3. Develop a referral network. Often the best way to recruit tech talent is to receive a referral from other technical people. Encourage the company’s IT staff, engineers and other tech minds to help with networking efforts by offering financial incentives for recommending someone who accepts an offer from the firm.
But don’t limit the referral network to the company’s staff. Keep in touch with former employees via social media or occasionally meet them for coffee to maintain relationships. It’s hard to predict when any of these connections may look for another job and consider returning to the company or when they may know someone else who might be a good fit.
Attend technology industry meetings and events, serve on committees and become involved. In the process, develop relationships with others who work with technology folks — and don’t be afraid to ask for referrals from this network. Make it reciprocal; be sure to refer potential candidates to others in this network when learning of someone who may be a good fit for what they’re looking for. Taking the time to deliberately build a network of referral sources will pay off in spades when it’s time to recruit more engineers at the company.
4. Understand why the company’s offers get rejected. When it’s the stage of the process to extend an offer, it’s vital to be able to “close the deal.” Otherwise, the process will have be started all over again unless there are equally desirable backup candidates also awaiting an offer. If more than 25 percent to 40 percent of candidates are turning down the company’s offers of employment, it’s time to improve that ratio.
Consider conducting post-process interviews with all candidates, including both those who accepted offers and those who didn’t.
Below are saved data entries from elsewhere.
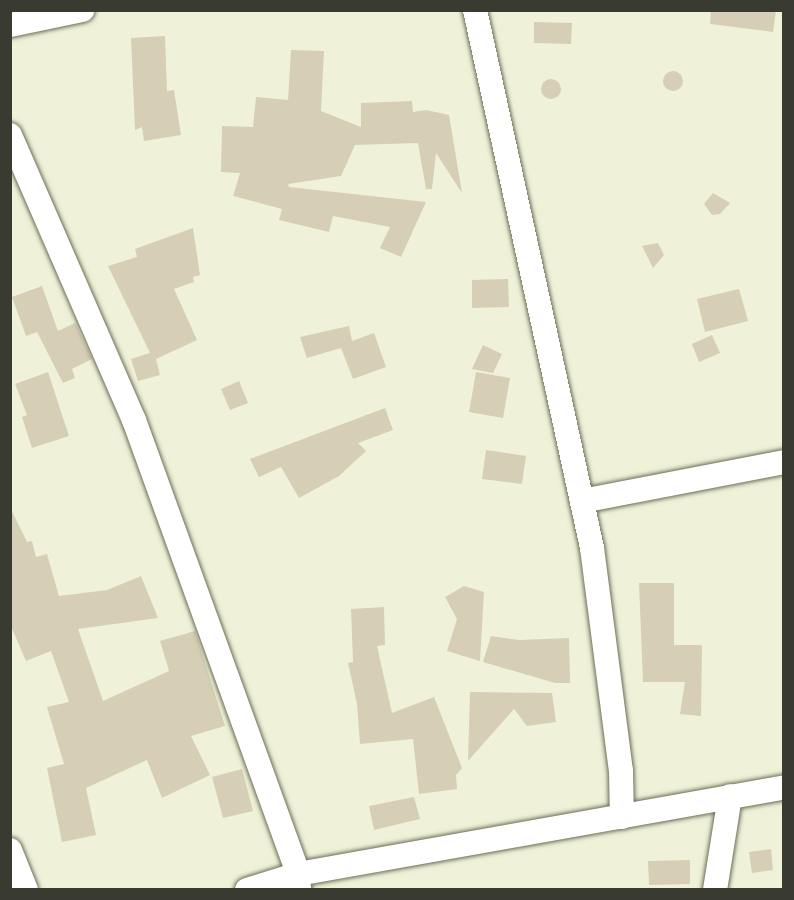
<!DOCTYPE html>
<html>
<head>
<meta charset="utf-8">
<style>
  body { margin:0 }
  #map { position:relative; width:794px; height:900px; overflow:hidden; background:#eff2d8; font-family:Mulish,sans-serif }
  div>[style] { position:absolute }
  .building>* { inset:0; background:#d6cfb6 }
  .round { border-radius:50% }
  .roads { filter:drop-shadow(0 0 2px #6c6e58) drop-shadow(0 0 2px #6c6e58) }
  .street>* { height:24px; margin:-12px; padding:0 12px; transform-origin:12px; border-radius:12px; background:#fff }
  span { translate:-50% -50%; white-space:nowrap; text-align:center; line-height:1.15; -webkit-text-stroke:5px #fff; paint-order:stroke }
  .frame { position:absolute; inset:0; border:12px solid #393a30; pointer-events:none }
</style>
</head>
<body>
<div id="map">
  <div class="building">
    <div style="clip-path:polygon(711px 10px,776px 10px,773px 32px,710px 24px)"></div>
    <div style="clip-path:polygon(534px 22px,572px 23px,571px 44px,534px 43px)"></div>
    <div style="clip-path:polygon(165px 36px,167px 91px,174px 90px,181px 135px,144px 141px,142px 127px,135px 130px,131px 38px)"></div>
    <div style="clip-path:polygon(291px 50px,324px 51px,321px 111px,361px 127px,361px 103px,412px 101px,413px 112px,426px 110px,449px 115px,462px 193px,436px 153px,432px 189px,426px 189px,418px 143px,355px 145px,341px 176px,288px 184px,289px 187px,426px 202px,401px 257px,380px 248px,390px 227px,333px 216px,329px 232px,279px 220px,282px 209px,233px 196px,240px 173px,221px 172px,222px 126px,253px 127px,256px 97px,288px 100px)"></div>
    <div class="round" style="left:663px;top:71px;width:20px;height:20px"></div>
    <div class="round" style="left:541px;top:79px;width:20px;height:20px"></div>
    <div style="clip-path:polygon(713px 193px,730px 203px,720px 214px,712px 215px,704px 204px)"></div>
    <div style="clip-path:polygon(193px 228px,200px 275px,193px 277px,194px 282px,174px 289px,197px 340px,156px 359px,160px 375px,138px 381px,131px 359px,150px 353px,108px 266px,137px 257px,135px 249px)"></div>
    <div style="clip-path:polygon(658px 243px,664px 255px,653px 268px,642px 246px)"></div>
    <div style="clip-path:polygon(508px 279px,509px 307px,472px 308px,472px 280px)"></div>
    <div style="clip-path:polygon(42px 286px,58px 331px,75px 323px,92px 359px,72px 369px,75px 378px,63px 383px,37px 332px,26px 336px,12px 297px)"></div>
    <div style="clip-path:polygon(739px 289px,748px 321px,705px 332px,697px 299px)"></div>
    <div style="clip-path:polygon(349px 326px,352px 341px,374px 333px,386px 367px,353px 379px,341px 348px,307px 358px,300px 337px)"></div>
    <div style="clip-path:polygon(712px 335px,720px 353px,699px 362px,692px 344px)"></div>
    <div style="clip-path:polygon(483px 345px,502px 354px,493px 373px,472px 369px)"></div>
    <div style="clip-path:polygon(48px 372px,69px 436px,32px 448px,22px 417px,27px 415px,15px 384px)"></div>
    <div style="clip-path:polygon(476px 372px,510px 378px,503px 418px,469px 412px)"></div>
    <div style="clip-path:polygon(239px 381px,248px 403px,230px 410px,221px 389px)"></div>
    <div style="clip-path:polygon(385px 408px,393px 430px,358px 443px,366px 451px,339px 476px,299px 498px,281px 467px,259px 477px,250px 459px)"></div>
    <div style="clip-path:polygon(486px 450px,526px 456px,522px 484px,482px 479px)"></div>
    <div style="clip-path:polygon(10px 507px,27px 542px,32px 541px,36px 557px,47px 554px,59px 596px,107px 590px,141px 576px,158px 618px,78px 629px,103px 701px,169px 671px,160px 641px,195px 631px,225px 726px,191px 736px,210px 775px,162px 798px,147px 760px,86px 788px,96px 835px,62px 842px,47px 768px,64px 764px,47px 707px,69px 702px,51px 651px,26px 661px,10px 624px)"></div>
    <div style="clip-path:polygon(639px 583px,674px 583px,674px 645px,702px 645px,701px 716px,680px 714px,685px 682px,643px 682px)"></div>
    <div style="clip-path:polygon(464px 586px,484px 592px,480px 661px,447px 651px,457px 619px,445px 597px)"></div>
    <div style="clip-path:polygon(384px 607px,385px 645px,377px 646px,392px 713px,434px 697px,462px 768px,456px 775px,457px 789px,419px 794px,413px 739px,360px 744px,357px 704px,348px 663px,353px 662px,351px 609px)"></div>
    <div style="clip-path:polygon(491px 636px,519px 640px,569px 638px,570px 683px,555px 683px,483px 662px)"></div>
    <div style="clip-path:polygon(470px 692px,552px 693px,556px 722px,527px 726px,514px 709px,468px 761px)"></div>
    <div style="clip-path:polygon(242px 769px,253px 811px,223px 818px,212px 777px)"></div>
    <div style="clip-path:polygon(414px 797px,420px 819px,374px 830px,369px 806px)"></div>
    <div style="clip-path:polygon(771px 849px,773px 870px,752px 873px,749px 852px)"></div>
    <div style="clip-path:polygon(690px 860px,690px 884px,649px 885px,648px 861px)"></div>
  </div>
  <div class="roads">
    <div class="street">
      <div style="left:475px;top:10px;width:551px;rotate:77.73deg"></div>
      <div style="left:592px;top:548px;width:225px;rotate:82.6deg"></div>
      <div style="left:621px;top:771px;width:46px;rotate:88.8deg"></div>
      <div style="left:10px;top:25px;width:74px;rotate:-11.8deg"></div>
      <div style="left:10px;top:135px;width:311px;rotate:66.5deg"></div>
      <div style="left:134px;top:420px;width:483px;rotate:70.1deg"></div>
      <div style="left:298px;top:874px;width:16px;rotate:86deg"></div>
      <div style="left:582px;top:501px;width:206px;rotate:-10.9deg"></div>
      <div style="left:10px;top:850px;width:43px;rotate:68.2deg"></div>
      <div style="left:247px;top:890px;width:53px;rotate:-17.4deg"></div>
      <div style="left:298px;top:874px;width:494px;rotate:-10.1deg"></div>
      <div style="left:715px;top:890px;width:95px;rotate:-80.9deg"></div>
    </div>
  </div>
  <div class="frame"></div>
</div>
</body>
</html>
Approach the candidates in a genuine fashion, simply seeking information. Find out what led to the decisions to refuse the company’s offer. Maybe there is something about the company or culture that is turning off candidates. Look for trends in their responses; then make changes to correct the problems and improve the program.
It’s never easy to bring in top tech talent, let alone get people to stay. Glassdoor survey results show that one in four software engineers stay with the same company on average for two to three years, 24 percent say they do so for more than five years, and about 13 percent say they remain for on average for one to two years.